Problem – Print out every entry that follows, exactly as written.

(Supplied material Opens)

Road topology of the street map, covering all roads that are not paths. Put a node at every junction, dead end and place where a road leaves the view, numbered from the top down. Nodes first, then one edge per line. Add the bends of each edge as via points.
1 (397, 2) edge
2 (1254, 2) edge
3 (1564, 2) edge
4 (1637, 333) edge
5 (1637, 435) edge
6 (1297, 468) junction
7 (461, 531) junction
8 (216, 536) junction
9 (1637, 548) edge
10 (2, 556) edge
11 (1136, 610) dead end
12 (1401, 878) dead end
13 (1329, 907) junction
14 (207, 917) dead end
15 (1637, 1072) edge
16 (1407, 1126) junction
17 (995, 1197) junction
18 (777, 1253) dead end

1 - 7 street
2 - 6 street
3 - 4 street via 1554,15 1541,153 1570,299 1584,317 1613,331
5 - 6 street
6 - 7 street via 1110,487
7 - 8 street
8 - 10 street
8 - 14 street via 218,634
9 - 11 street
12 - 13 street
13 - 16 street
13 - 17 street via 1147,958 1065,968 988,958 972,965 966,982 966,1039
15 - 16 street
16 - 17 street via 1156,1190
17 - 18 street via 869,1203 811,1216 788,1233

(Supplied material Closes)

Result for this task –
Road topology of the street map, covering all roads that are not paths. Put a node at every junction, dead end and place where a road leaves the view, numbered from the top down. Nodes first, then one edge per line. Add the bends of each edge as via points.
1 (397, 2) edge
2 (1254, 2) edge
3 (1564, 2) edge
4 (1637, 333) edge
5 (1637, 435) edge
6 (1297, 468) junction
7 (461, 531) junction
8 (216, 536) junction
9 (1637, 548) edge
10 (2, 556) edge
11 (1136, 610) dead end
12 (1401, 878) dead end
13 (1329, 907) junction
14 (207, 917) dead end
15 (1637, 1072) edge
16 (1407, 1126) junction
17 (995, 1197) junction
18 (777, 1253) dead end

1 - 7 street
2 - 6 street
3 - 4 street via 1554,15 1541,153 1570,299 1584,317 1613,331
5 - 6 street
6 - 7 street via 1110,487
7 - 8 street
8 - 10 street
8 - 14 street via 218,634
9 - 11 street
12 - 13 street
13 - 16 street
13 - 17 street via 1147,958 1065,968 988,958 972,965 966,982 966,1039
15 - 16 street
16 - 17 street via 1156,1190
17 - 18 street via 869,1203 811,1216 788,1233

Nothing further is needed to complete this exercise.